> **Prompt**:
Copy the first line of the entries below and every line after it through the line containing "position:absolute; left:1302px; top:30px;". Do not include pictures.

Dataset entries
---+---

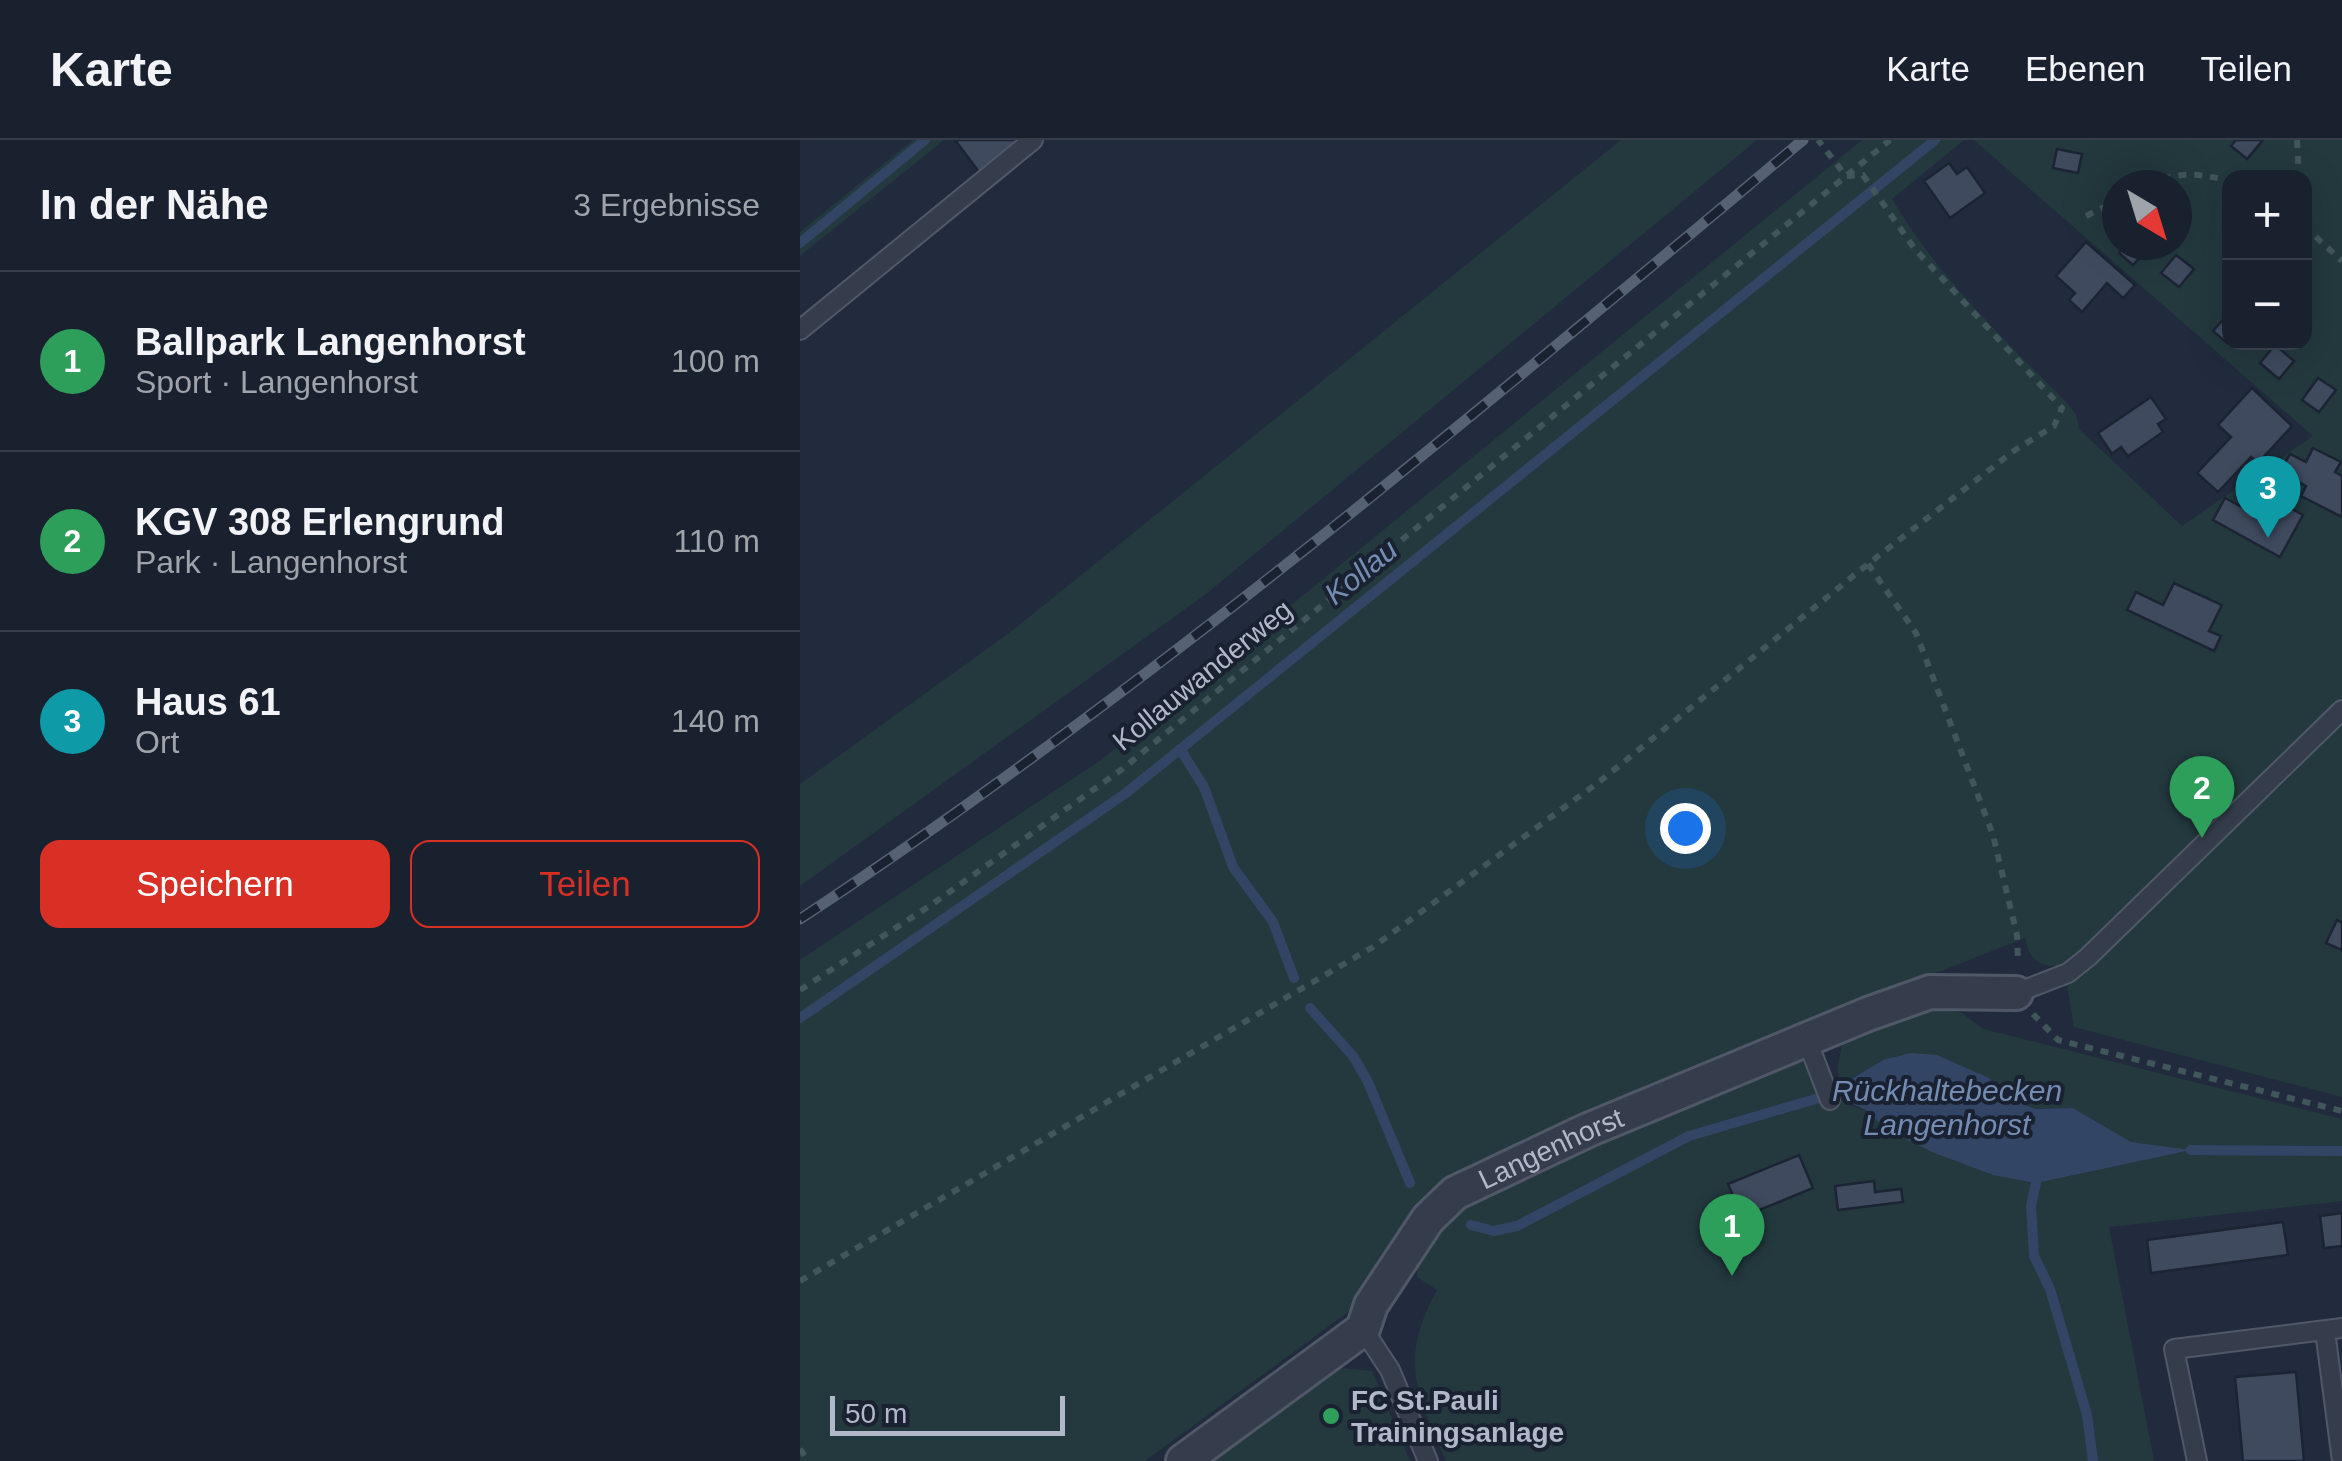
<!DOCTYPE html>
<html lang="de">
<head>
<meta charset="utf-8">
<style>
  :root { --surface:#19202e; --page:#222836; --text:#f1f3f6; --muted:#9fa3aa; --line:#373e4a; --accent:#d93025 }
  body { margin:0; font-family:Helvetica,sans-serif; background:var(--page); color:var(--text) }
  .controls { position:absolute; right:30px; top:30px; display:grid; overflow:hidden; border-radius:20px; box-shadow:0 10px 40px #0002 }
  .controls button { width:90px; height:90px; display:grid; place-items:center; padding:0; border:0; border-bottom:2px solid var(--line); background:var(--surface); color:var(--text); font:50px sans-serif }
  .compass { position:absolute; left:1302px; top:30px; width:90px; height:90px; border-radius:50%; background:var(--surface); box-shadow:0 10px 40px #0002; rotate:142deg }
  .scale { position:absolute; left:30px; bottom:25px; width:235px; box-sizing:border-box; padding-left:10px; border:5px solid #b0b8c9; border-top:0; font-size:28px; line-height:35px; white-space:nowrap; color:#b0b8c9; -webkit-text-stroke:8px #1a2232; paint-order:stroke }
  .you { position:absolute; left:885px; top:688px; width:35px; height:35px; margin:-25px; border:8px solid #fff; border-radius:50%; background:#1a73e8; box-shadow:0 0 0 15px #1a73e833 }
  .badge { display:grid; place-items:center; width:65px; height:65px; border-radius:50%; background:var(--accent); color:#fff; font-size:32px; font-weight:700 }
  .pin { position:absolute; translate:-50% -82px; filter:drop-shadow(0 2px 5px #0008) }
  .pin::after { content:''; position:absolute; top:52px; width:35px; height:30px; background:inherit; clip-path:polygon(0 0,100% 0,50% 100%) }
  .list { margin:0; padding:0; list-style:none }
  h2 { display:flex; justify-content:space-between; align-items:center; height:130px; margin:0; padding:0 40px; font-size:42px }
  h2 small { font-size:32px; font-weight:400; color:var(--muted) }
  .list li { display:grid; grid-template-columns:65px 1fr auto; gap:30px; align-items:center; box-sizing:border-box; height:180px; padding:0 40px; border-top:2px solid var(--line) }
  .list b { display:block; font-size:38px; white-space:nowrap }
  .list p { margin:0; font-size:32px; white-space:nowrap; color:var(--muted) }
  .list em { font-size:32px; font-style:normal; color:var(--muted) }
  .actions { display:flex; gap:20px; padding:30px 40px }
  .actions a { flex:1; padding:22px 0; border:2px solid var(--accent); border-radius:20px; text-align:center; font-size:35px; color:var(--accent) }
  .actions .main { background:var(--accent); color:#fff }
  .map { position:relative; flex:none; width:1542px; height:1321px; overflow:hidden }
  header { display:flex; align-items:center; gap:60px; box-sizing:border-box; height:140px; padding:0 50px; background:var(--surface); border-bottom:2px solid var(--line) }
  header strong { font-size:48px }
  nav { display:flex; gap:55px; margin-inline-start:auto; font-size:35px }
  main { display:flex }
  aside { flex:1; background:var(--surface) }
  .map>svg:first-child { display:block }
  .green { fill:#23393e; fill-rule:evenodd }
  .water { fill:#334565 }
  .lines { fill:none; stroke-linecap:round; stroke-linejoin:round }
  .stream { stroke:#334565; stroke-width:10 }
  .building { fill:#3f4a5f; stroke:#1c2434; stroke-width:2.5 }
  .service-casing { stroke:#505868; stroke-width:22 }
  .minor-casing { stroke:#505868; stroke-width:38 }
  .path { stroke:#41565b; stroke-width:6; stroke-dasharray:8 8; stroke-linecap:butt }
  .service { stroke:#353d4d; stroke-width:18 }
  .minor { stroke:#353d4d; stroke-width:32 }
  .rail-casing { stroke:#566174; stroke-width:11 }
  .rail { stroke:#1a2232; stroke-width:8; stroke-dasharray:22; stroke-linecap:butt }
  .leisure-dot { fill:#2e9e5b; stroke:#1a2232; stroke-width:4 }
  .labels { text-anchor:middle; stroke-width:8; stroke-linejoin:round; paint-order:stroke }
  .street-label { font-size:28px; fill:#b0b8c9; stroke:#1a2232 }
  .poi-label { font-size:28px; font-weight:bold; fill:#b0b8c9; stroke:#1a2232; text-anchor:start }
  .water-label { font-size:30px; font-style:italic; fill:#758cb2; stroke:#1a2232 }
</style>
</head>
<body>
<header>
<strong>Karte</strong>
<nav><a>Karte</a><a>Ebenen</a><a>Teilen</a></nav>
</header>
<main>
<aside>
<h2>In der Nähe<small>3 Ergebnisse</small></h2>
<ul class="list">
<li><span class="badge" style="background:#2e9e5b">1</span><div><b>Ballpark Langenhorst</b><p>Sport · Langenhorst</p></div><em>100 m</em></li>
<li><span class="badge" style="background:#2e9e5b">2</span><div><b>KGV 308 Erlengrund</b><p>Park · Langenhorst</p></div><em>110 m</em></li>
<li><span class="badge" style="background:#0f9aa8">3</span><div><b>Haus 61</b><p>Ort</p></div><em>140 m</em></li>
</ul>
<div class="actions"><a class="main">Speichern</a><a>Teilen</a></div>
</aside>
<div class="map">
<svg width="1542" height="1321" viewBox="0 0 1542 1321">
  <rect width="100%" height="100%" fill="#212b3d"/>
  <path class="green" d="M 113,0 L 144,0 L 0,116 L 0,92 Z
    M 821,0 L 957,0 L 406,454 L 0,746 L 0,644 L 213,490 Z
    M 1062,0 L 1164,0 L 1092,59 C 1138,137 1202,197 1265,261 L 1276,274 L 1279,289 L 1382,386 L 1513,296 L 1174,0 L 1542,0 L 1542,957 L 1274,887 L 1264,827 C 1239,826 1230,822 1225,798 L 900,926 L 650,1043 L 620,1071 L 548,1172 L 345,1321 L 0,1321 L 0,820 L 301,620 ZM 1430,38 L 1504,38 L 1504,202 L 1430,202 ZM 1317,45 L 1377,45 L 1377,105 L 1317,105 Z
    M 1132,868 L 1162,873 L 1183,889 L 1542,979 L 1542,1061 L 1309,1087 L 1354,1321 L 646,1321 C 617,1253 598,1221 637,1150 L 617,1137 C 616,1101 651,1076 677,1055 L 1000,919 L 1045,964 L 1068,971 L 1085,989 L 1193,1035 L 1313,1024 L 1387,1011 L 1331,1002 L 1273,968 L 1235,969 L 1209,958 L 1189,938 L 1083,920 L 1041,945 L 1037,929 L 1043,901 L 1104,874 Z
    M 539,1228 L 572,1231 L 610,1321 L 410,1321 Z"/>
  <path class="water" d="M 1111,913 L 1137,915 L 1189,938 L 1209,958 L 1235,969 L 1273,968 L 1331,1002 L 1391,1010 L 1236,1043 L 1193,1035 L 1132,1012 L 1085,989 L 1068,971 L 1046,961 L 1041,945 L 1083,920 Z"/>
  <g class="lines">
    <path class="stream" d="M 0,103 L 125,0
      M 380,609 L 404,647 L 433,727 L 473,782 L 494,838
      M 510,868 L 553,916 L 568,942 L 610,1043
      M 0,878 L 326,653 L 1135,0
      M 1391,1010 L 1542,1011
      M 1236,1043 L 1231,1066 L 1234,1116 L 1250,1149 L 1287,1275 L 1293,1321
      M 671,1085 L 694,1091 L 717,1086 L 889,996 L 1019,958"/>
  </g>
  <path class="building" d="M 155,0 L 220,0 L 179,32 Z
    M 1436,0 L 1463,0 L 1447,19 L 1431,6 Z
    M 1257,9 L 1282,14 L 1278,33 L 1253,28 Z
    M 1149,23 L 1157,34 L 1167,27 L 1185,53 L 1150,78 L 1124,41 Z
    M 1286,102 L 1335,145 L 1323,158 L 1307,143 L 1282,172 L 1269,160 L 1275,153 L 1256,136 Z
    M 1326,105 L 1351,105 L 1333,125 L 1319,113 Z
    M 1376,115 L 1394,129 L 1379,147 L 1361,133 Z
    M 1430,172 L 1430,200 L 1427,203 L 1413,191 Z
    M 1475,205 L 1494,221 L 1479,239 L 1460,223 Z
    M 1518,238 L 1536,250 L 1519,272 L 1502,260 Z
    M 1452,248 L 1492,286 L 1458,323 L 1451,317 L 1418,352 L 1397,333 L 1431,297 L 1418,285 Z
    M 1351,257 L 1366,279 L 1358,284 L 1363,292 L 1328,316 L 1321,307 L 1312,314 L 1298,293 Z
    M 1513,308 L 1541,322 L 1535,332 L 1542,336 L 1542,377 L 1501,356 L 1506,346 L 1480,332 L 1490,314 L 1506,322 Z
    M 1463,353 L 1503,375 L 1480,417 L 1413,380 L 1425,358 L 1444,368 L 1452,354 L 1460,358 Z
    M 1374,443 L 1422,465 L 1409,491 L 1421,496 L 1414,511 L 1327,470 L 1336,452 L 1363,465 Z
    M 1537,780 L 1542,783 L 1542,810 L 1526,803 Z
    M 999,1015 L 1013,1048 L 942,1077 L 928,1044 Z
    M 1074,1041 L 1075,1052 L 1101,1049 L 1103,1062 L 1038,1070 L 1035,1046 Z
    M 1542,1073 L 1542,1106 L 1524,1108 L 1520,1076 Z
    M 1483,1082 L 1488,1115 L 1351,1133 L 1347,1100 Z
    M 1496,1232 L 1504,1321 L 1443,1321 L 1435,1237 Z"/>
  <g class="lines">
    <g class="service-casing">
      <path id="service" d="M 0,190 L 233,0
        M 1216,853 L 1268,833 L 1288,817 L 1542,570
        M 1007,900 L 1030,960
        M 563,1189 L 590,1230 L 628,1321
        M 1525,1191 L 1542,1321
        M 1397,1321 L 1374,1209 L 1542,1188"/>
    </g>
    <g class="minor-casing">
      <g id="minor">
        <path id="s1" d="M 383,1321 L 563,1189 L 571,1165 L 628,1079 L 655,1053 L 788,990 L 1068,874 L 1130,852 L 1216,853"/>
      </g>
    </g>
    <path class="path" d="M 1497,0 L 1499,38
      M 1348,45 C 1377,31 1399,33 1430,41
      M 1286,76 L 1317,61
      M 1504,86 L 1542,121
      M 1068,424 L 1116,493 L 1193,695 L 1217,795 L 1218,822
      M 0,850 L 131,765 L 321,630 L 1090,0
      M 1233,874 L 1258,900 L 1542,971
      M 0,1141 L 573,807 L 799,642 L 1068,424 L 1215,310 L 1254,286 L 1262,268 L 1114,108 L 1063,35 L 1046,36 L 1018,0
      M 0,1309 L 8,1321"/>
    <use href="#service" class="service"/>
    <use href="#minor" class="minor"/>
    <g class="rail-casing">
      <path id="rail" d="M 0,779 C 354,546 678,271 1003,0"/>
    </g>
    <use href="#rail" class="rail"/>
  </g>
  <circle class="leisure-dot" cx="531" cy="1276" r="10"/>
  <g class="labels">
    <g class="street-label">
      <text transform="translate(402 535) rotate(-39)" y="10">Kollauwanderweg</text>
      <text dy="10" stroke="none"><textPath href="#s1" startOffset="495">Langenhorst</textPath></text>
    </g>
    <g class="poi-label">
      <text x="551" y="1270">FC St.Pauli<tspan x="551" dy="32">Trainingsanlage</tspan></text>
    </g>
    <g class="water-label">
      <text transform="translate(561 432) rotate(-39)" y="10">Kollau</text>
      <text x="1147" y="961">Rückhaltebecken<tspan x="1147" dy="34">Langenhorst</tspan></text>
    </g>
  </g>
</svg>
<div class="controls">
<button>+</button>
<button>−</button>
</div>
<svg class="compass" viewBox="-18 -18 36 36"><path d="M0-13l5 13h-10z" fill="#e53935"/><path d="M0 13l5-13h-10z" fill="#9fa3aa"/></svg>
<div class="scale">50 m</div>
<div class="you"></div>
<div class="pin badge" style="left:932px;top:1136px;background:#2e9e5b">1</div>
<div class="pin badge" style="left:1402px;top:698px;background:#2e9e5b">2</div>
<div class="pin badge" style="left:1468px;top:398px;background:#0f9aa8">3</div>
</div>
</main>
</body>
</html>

---+---

> **Solution**:
<!DOCTYPE html>
<html lang="de">
<head>
<meta charset="utf-8">
<style>
  :root { --surface:#19202e; --page:#222836; --text:#f1f3f6; --muted:#9fa3aa; --line:#373e4a; --accent:#d93025 }
  body { margin:0; font-family:Helvetica,sans-serif; background:var(--page); color:var(--text) }
  .controls { position:absolute; right:30px; top:30px; display:grid; overflow:hidden; border-radius:20px; box-shadow:0 10px 40px #0002 }
  .controls button { width:90px; height:90px; display:grid; place-items:center; padding:0; border:0; border-bottom:2px solid var(--line); background:var(--surface); color:var(--text); font:50px sans-serif }
  .compass { position:absolute; left:1302px; top:30px; width:90px; height:90px; border-radius:50%; background:var(--surface); box-shadow:0 10px 40px #0002; rotate:142deg }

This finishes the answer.